Um dos aspectos deste “transe político” se dá na pouca penetração do drama e escândalos nas camadas populares do Brasil. Após 13 anos de governos lulistas (com giro à centro-esquerda), os benefícios materiais de 44 milhões de pessoas não refletiram em maior capacidade organizativa. Ao contrário. A massa foi entregue às loucuras do pós-fordismo (trabalhando, fazendo bicos, estudando de noite e sobrevivendo nas regiões metropolitanas) e não teve – ou não tem – canais de interpretação da crise política brasileira. O modelo econômico dos campeões nacionais está criminalizado, assim como as lideranças empresariais (menos os financistas e barões da mídia) e os políticos profissionais. Seria um momento ímpar para mobilizar socialmente, mas faltam os intérpretes.
Se o esforço militante pudesse ser um pouco voltado para a difusão de informações, interpretando as obviedades nos noticiários que circulam em grandes conglomerados de comunicação, já seria um grande aporte. Um exemplo disso vem da Bolívia, antes da eleição de Evo Morales. Quando da revolta de El Alto (cidade periférica de La Paz), na chamada Guerra do Gás (outubro de 2003), o papel da juventude aimará foi fundamental. Combinando a radiodifusão local – universitária e comunitária – e a exposição de jornais murais nas paradas de ônibus ou transporte alternativo, a militância se parava ao lado das notícias impressas e estabelecia um debate permanente. O clima de agitação foi consequência também da penetração crítica das informações relatando atos de governo.
A denúncia de imoralidades ou os constrangimentos públicos para a elite política brasileira já não bastam. No início de 2015, a nova direita – através da internet – capturou essa indignação num voo de galinha verde, terminando com o episódio do golpe com apelido de impeachment. Como a crise segue e a Lava-Jato se tornou a Operação Mãos Limpas do Brasil, teremos uma permanente instabilidade somada a ataques sistemáticos aos direitos coletivos. Para além da agitação, é necessário interpretar e fazer circular a crítica. Ou seja, ainda falta muita presença comunicacional de rua, carece de presença em concentrações urbanas e populares, nem que seja nos centros urbanos nas horas de pico.

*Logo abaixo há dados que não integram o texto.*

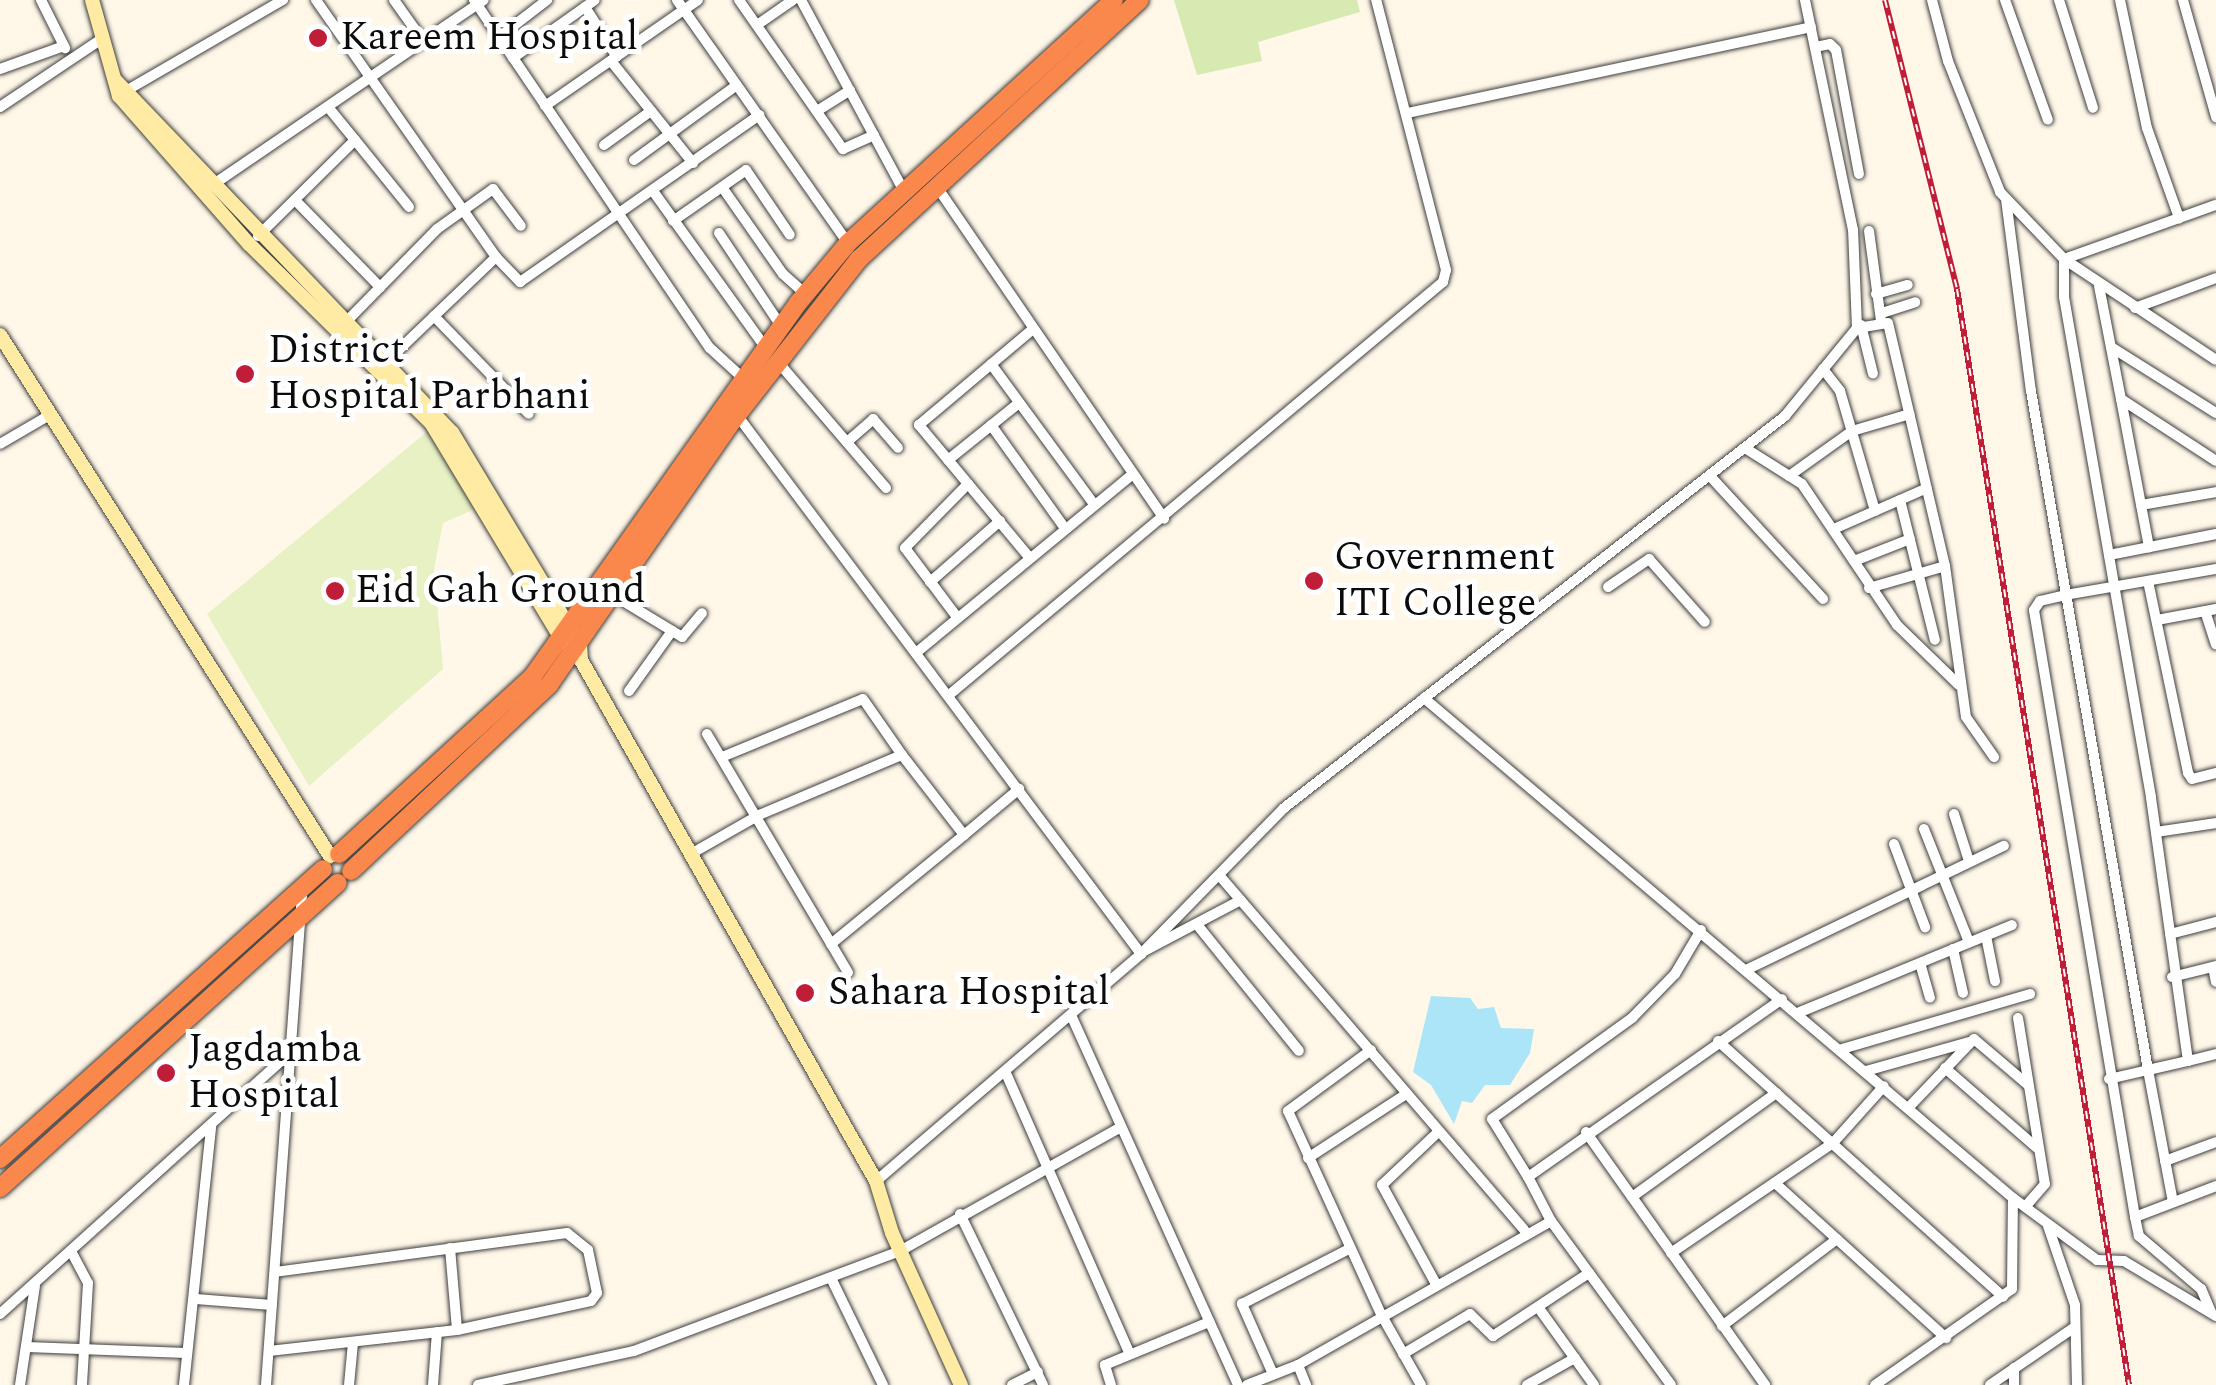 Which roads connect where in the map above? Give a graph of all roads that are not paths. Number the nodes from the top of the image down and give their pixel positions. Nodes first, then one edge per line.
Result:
1 (41, 0) edge
2 (92, 0) edge
3 (283, 0) edge
4 (316, 0) edge
5 (394, 0) edge
6 (546, 0) edge
7 (698, 0) edge
8 (740, 0) edge
9 (793, 0) edge
10 (801, 0) edge
11 (1114, 0) edge
12 (1140, 0) edge
13 (1376, 0) edge
14 (1805, 0) edge
15 (1932, 0) edge
16 (2005, 0) edge
17 (2059, 0) edge
18 (2120, 0) edge
19 (2183, 0) edge
20 (478, 2) edge
21 (590, 4) edge
22 (681, 5) edge
23 (756, 24) junction
24 (1811, 27) junction
25 (499, 37) junction
26 (103, 38) junction
27 (424, 42) junction
28 (64, 46) junction
29 (1815, 47) junction
30 (513, 58) junction
31 (614, 59) junction
32 (70, 60) junction
33 (0, 69) edge
34 (370, 78) junction
35 (737, 85) junction
36 (122, 88) junction
37 (850, 90) junction
38 (545, 106) junction
39 (0, 107) edge
40 (328, 107) junction
41 (2093, 108) dead end
42 (651, 111) junction
43 (817, 112) junction
44 (1407, 113) junction
45 (758, 115) junction
46 (2216, 117) edge
47 (2048, 120) dead end
48 (670, 134) junction
49 (874, 135) junction
50 (355, 140) junction
51 (604, 145) dead end
52 (634, 160) dead end
53 (693, 162) junction
54 (1859, 174) dead end
55 (722, 187) junction
56 (208, 188) junction
57 (921, 189) junction
58 (653, 191) junction
59 (2006, 199) junction
60 (294, 200) junction
61 (2216, 205) edge
62 (409, 206) dead end
63 (462, 209) junction
64 (619, 216) junction
65 (2179, 218) junction
66 (673, 221) junction
67 (521, 226) dead end
68 (1869, 231) dead end
69 (720, 233) dead end
70 (790, 235) dead end
71 (255, 238) junction
72 (848, 243) junction
73 (496, 257) junction
74 (2064, 260) junction
75 (2216, 278) edge
76 (1908, 285) dead end
77 (2098, 286) junction
78 (380, 287) junction
79 (805, 294) junction
80 (1876, 294) junction
81 (1915, 302) dead end
82 (2134, 308) junction
83 (434, 316) junction
84 (1881, 317) junction
85 (342, 326) junction
86 (782, 326) junction
87 (1859, 326) junction
88 (1032, 330) junction
89 (0, 334) edge
90 (2110, 347) junction
91 (772, 354) junction
92 (2213, 355) edge
93 (388, 359) junction
94 (991, 364) junction
95 (1823, 369) junction
96 (377, 372) junction
97 (1873, 374) dead end
98 (750, 384) junction
99 (2121, 399) junction
100 (1019, 403) junction
101 (732, 409) junction
102 (2216, 413) edge
103 (530, 414) dead end
104 (1910, 414) junction
105 (48, 416) junction
106 (991, 425) junction
107 (1852, 431) junction
108 (846, 442) junction
109 (0, 444) edge
110 (898, 448) dead end
111 (1745, 448) junction
112 (948, 460) junction
113 (2216, 461) edge
114 (1132, 474) junction
115 (1710, 476) junction
116 (1788, 476) junction
117 (968, 484) junction
118 (886, 488) dead end
119 (1927, 488) junction
120 (2216, 492) edge
121 (1900, 500) junction
122 (1093, 503) junction
123 (2141, 505) junction
124 (1875, 511) junction
125 (1164, 520) junction
126 (1000, 522) junction
127 (1064, 527) junction
128 (1836, 528) junction
129 (2216, 534) edge
130 (1910, 540) junction
131 (2149, 547) junction
132 (1618, 549) junction
133 (2109, 554) junction
134 (1029, 557) junction
135 (1854, 561) junction
136 (1945, 566) junction
137 (2216, 568) edge
138 (1633, 570) junction
139 (1918, 574) junction
140 (2148, 580) junction
141 (930, 582) junction
142 (2114, 586) junction
143 (1608, 587) dead end
144 (1869, 588) junction
145 (613, 595) junction
146 (2065, 596) junction
147 (1823, 599) dead end
148 (2210, 610) edge
149 (702, 613) dead end
150 (957, 616) junction
151 (2157, 620) junction
152 (1704, 622) dead end
153 (672, 631) junction
154 (1935, 640) dead end
155 (2216, 644) edge
156 (573, 646) junction
157 (916, 652) junction
158 (1960, 686) junction
159 (629, 691) dead end
160 (949, 695) junction
161 (1424, 698) junction
162 (706, 734) dead end
163 (902, 755) junction
164 (722, 757) junction
165 (1994, 757) dead end
166 (2216, 772) edge
167 (1019, 788) junction
168 (1954, 814) dead end
169 (758, 816) junction
170 (2216, 823) edge
171 (1924, 830) dead end
172 (2156, 832) junction
173 (964, 835) junction
174 (1894, 844) dead end
175 (2004, 846) dead end
176 (689, 854) junction
177 (331, 860) junction
178 (1969, 860) junction
179 (1219, 875) junction
180 (1939, 875) junction
181 (344, 877) junction
182 (304, 886) junction
183 (1908, 890) junction
184 (1240, 900) junction
185 (305, 912) junction
186 (2216, 922) edge
187 (2012, 925) dead end
188 (1199, 927) junction
189 (1925, 927) dead end
190 (1701, 930) junction
191 (2170, 934) junction
192 (1986, 936) junction
193 (1969, 942) junction
194 (832, 944) junction
195 (1953, 949) junction
196 (1143, 952) junction
197 (1920, 963) junction
198 (2214, 967) edge
199 (1748, 969) junction
200 (848, 972) dead end
201 (2172, 977) junction
202 (1996, 981) dead end
203 (2216, 982) edge
204 (1963, 993) dead end
205 (2030, 994) dead end
206 (1930, 998) dead end
207 (1782, 999) junction
208 (1800, 1012) junction
209 (1071, 1014) junction
210 (2018, 1018) dead end
211 (1718, 1041) junction
212 (1970, 1042) junction
213 (1842, 1049) junction
214 (293, 1050) junction
215 (1300, 1050) dead end
216 (1371, 1050) junction
217 (2216, 1054) edge
218 (2188, 1061) junction
219 (1945, 1068) junction
220 (2148, 1070) junction
221 (1005, 1071) junction
222 (1866, 1071) junction
223 (2109, 1079) junction
224 (1884, 1086) junction
225 (2029, 1086) junction
226 (1776, 1092) junction
227 (1406, 1094) junction
228 (1909, 1106) junction
229 (211, 1126) junction
230 (1122, 1128) junction
231 (1586, 1132) junction
232 (1437, 1133) junction
233 (2216, 1142) edge
234 (1833, 1143) junction
235 (2038, 1149) junction
236 (1308, 1158) junction
237 (0, 1160) edge
238 (2165, 1161) junction
239 (1049, 1164) junction
240 (1528, 1177) junction
241 (876, 1182) junction
242 (1775, 1183) junction
243 (2216, 1186) edge
244 (0, 1188) edge
245 (1632, 1197) junction
246 (2012, 1198) junction
247 (2173, 1202) junction
248 (2025, 1207) junction
249 (960, 1214) junction
250 (2135, 1217) junction
251 (1550, 1221) junction
252 (2048, 1225) junction
253 (1524, 1230) junction
254 (1836, 1239) junction
255 (450, 1248) junction
256 (1349, 1249) junction
257 (902, 1250) junction
258 (72, 1253) junction
259 (1671, 1253) junction
260 (276, 1272) junction
261 (1588, 1273) junction
262 (831, 1278) junction
263 (35, 1284) junction
264 (1436, 1284) junction
265 (2216, 1287) edge
266 (2201, 1289) junction
267 (2003, 1296) junction
268 (196, 1299) junction
269 (272, 1306) junction
270 (1538, 1307) junction
271 (0, 1314) edge
272 (2214, 1314) edge
273 (1382, 1316) junction
274 (1208, 1322) junction
275 (1722, 1326) junction
276 (2074, 1328) junction
277 (457, 1330) junction
278 (437, 1332) junction
279 (1946, 1338) junction
280 (353, 1343) junction
281 (27, 1348) junction
282 (86, 1348) junction
283 (269, 1351) junction
284 (1129, 1352) junction
285 (186, 1353) junction
286 (1403, 1354) junction
287 (1574, 1358) junction
288 (1298, 1364) junction
289 (2014, 1368) junction
290 (1038, 1372) junction
291 (1273, 1374) junction
292 (20, 1385) edge
293 (82, 1385) edge
294 (184, 1385) edge
295 (266, 1385) edge
296 (349, 1385) edge
297 (433, 1385) edge
298 (478, 1385) edge
299 (883, 1385) edge
300 (961, 1385) edge
301 (1012, 1385) edge
302 (1043, 1385) edge
303 (1111, 1385) edge
304 (1238, 1385) edge
305 (1247, 1385) edge
306 (1306, 1385) edge
307 (1420, 1385) edge
308 (1529, 1385) edge
309 (1594, 1385) edge
310 (1671, 1385) edge
311 (1765, 1385) edge
312 (1876, 1385) edge
313 (1990, 1385) edge
314 (2014, 1385) edge
315 (2077, 1385) edge

1 - 28 street
2 - 26 street
3 - 36 street
4 - 34 street
5 - 27 street
6 - 25 street
7 - 22 street
8 - 23 street
9 - 23 street
10 - 37 street
11 - 57 highway
12 - 57 highway
13 - 44 street
14 - 24 street
15 - 59 street
16 - 47 street
17 - 41 street
18 - 65 street
19 - 46 street
20 - 25 street
20 - 27 street
21 - 30 street
21 - 31 street
22 - 31 street
22 - 35 street
23 - 43 street
24 - 29 street
24 - 44 street
25 - 30 street
26 - 32 street
26 - 36 street
27 - 34 street
28 - 32 street
28 - 33 street
29 - 54 street
29 - 87 street
30 - 38 street
31 - 38 street
31 - 42 street
32 - 39 street
34 - 40 street
34 - 63 street
35 - 45 street
35 - 48 street
36 - 56 street
37 - 43 street
37 - 49 street
38 - 64 street
40 - 50 street
40 - 56 street
42 - 48 street
42 - 51 street
43 - 49 street
44 - 125 street
45 - 53 street
45 - 72 street
48 - 52 street
48 - 53 street
49 - 57 street
50 - 60 street
50 - 62 street
53 - 58 street
55 - 66 street
55 - 70 street
55 - 79 street
56 - 71 street
57 - 72 highway
57 - 88 street
57 - 91 highway
58 - 64 street
58 - 66 street
59 - 74 street
59 - 146 street
60 - 71 street
60 - 78 street
61 - 65 street
63 - 67 street
63 - 73 street
63 - 78 street
64 - 73 street
64 - 98 street
65 - 74 street
66 - 91 street
68 - 80 street
69 - 86 street
71 - 85 street
72 - 79 highway
73 - 83 street
74 - 77 street
74 - 133 street
75 - 82 street
76 - 80 street
77 - 82 street
77 - 90 street
78 - 85 street
79 - 86 highway
80 - 84 street
81 - 84 street
82 - 92 street
83 - 93 street
83 - 103 street
84 - 87 street
84 - 104 street
85 - 93 street
85 - 96 street
86 - 91 highway
87 - 95 street
87 - 97 street
88 - 94 street
88 - 114 street
89 - 105 street
90 - 99 street
90 - 102 street
91 - 98 highway
91 - 108 street
93 - 96 street
93 - 156 street
94 - 100 street
94 - 112 street
95 - 107 street
95 - 111 street
96 - 156 street
98 - 101 highway
99 - 113 street
99 - 123 street
100 - 106 street
100 - 122 street
101 - 145 highway
101 - 156 highway
101 - 157 street
104 - 107 street
104 - 119 street
105 - 109 street
105 - 177 street
106 - 112 street
106 - 127 street
107 - 116 street
107 - 124 street
108 - 110 street
108 - 118 street
111 - 115 street
111 - 116 street
112 - 117 street
114 - 122 street
114 - 125 street
115 - 132 street
115 - 147 street
116 - 128 street
117 - 126 street
117 - 141 street
119 - 121 street
119 - 136 street
120 - 123 street
121 - 124 street
121 - 130 street
122 - 127 street
123 - 131 street
124 - 128 street
125 - 160 street
126 - 134 street
126 - 141 street
127 - 134 street
128 - 135 street
129 - 131 street
130 - 135 street
130 - 139 street
131 - 133 street
132 - 138 street
132 - 161 street
133 - 142 street
134 - 150 street
135 - 144 street
136 - 139 street
136 - 158 street
137 - 140 street
138 - 143 street
138 - 152 street
139 - 144 street
139 - 154 street
140 - 142 street
140 - 151 street
141 - 150 street
142 - 146 street
142 - 172 street
144 - 158 street
145 - 153 street
145 - 156 highway
146 - 220 street
146 - 223 street
148 - 151 street
148 - 155 street
149 - 153 street
150 - 157 street
151 - 166 street
153 - 159 street
156 - 176 street
156 - 177 highway
156 - 181 highway
157 - 160 street
158 - 165 street
160 - 167 street
161 - 179 street
161 - 190 street
162 - 164 street
163 - 164 street
163 - 169 street
163 - 173 street
164 - 169 street
167 - 173 street
167 - 196 street
168 - 178 street
169 - 176 street
169 - 194 street
170 - 172 street
171 - 180 street
172 - 191 street
173 - 194 street
174 - 183 street
175 - 178 street
176 - 241 street
177 - 181 highway
177 - 182 highway
178 - 180 street
179 - 184 street
179 - 196 street
180 - 183 street
180 - 193 street
181 - 185 highway
182 - 185 street
182 - 237 highway
183 - 189 street
183 - 199 street
184 - 188 street
184 - 216 street
185 - 214 street
185 - 244 highway
186 - 191 street
187 - 192 street
188 - 196 street
188 - 215 street
190 - 199 street
190 - 240 street
191 - 201 street
192 - 193 street
192 - 202 street
193 - 195 street
194 - 200 street
195 - 197 street
195 - 204 street
196 - 209 street
197 - 206 street
197 - 208 street
198 - 201 street
198 - 203 street
199 - 207 street
201 - 218 street
205 - 213 street
207 - 208 street
207 - 211 street
208 - 213 street
209 - 221 street
209 - 230 street
210 - 225 street
211 - 226 street
211 - 231 street
212 - 219 street
212 - 222 street
212 - 225 street
213 - 222 street
214 - 229 street
214 - 260 street
216 - 227 street
216 - 236 street
217 - 218 street
218 - 220 street
219 - 228 street
219 - 235 street
220 - 223 street
220 - 238 street
221 - 239 street
221 - 241 street
222 - 224 street
223 - 250 street
224 - 228 street
224 - 234 street
225 - 235 street
226 - 234 street
226 - 245 street
227 - 232 street
227 - 236 street
228 - 246 street
229 - 258 street
229 - 268 street
230 - 239 street
230 - 274 street
231 - 240 street
231 - 245 street
232 - 253 street
232 - 264 street
233 - 238 street
234 - 242 street
234 - 267 street
235 - 248 street
236 - 256 street
238 - 247 street
239 - 249 street
239 - 284 street
240 - 251 street
241 - 257 street
242 - 254 street
242 - 259 street
243 - 247 street
245 - 259 street
246 - 248 street
246 - 267 street
247 - 250 street
248 - 252 street
249 - 257 street
249 - 290 street
250 - 266 street
251 - 253 street
251 - 261 street
252 - 272 street
252 - 276 street
253 - 264 street
254 - 275 street
254 - 279 street
255 - 260 street
255 - 277 street
255 - 277 street
256 - 273 street
256 - 291 street
257 - 262 street
257 - 300 street
258 - 263 street
258 - 282 street
259 - 275 street
260 - 269 street
261 - 270 street
261 - 310 street
262 - 298 street
262 - 299 street
263 - 271 street
263 - 281 street
264 - 273 street
265 - 266 street
266 - 272 street
267 - 279 street
268 - 269 street
268 - 285 street
269 - 283 street
270 - 286 street
270 - 287 street
273 - 286 street
273 - 288 street
274 - 284 street
274 - 304 street
275 - 311 street
276 - 289 street
276 - 315 street
277 - 278 street
278 - 280 street
278 - 297 street
279 - 312 street
280 - 283 street
280 - 296 street
281 - 282 street
281 - 292 street
282 - 285 street
282 - 293 street
283 - 295 street
284 - 303 street
285 - 294 street
286 - 307 street
287 - 308 street
287 - 309 street
288 - 291 street
288 - 306 street
289 - 313 street
289 - 314 street
290 - 301 street
290 - 302 street
291 - 305 street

A difícil disputa nas redes sociais conservadoras
Existe um discurso conservador anti-mídia ou alimentado por veículos próprios. Ao contrário das mídias e portais alternativos, críticos à esquerda ou vinculados ao governo deposto, e que vivem na penúria, as estruturas midiáticas das “igrejas” neopentecostais e do “mito” cibernético Jair Bolsonaro estão em abundância de recursos. O problema é esse. A direita saiu do armário, tirou o “visual” e sobra na internet e nos canais neopentecostais de TV UHF.
No Brasil, a internet e as redes sociais têm alguns pontos obscuros. Se em escala mundo, a chamada deep web e o navegador Tor são as vias de acesso para o que há de mais inescrupuloso e indefensável no planeta, aqui este universo do horror político está na seguinte inflexão: a extrema direita não tribalizada e seu campo de relações. Quando afirmamos “não tribalizada”, me refiro à direita extremada, com inclinação de linha chilena – economia de mercado selvagem e autoritarismo de Estado – e não caracterizada em “tribos” urbanas como se dava nas últimas duas décadas do século XX. Insuflando ou retro alimentando a candidatura do deputado Jair Bolsonaro (ainda no PSC/RJ) estão os princípios de “família tradicional” e “defesa da hetero-normatividade”. Ou seja, a base de comportamento conservador está associada às identidades políticas compartilhadas tanto por viúvos da ditadura militar como por pregadores da Teologia da Prosperidade, embalados na onda dos Fariseus Ostentação.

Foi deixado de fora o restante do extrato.